Largest fast food strike yet as workers walk out in Michigan





Organizers estimate that as many as 400 workers at more than 60 fast food restaurants in the Detroit metro area walked off the job on Friday, in what may be the largest fast food strike in American history.





Leaders in the workers rights campaign said the strike has shut down multiple restaurants entirely, including multiple McDonald’s outlets, a Long John Silver’s, a Burger King, two Popeye’s restaurants, and a KFC. At one McDonald’s, management attempted to avert a shutdown by bringing in replacement workers—but those replacement workers then promptly joined the strike.





The strike in Detroit is the second major labor action to hit an American city’s fast food industry this week: On Wednesday and Thursday, more than 100 workers in St. Louis walked off the job at roughly 30 different restaurants. These rolling walkouts followed similar actions in New York, central Pennsylvania, and Chicago. The fact that two strikes have now occurred in a single week—including, potentially, the biggest strike yet—suggests that the nationwide trend of labor unrest in the fast food industry is intensifying, not abating. ...
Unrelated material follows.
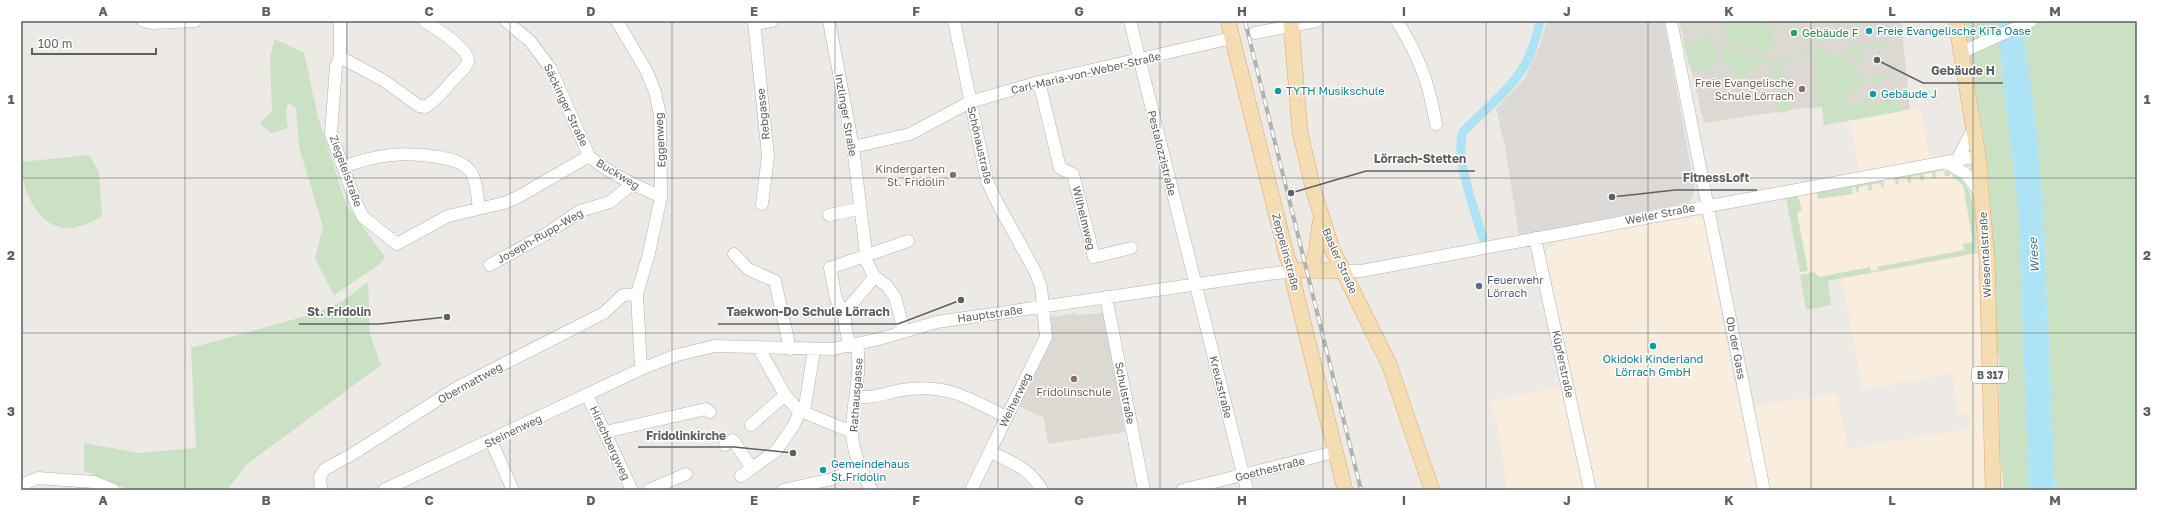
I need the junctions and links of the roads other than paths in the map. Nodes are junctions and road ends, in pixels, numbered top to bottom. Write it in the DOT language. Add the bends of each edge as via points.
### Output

As in other fast food strikes, Detroit workers are demanding the right to form a union and that their base pay be raised to $15 an hour. But this strike takes place in the unique context of Michigan labor politics: Once an historic stronghold for the country’s manufacturing unions, the the state now has “right-to-work” laws on the books and a Republican state government which is deeply hostile to organized labor. The Detroit strike is the first such action to occur within a right-to-work state.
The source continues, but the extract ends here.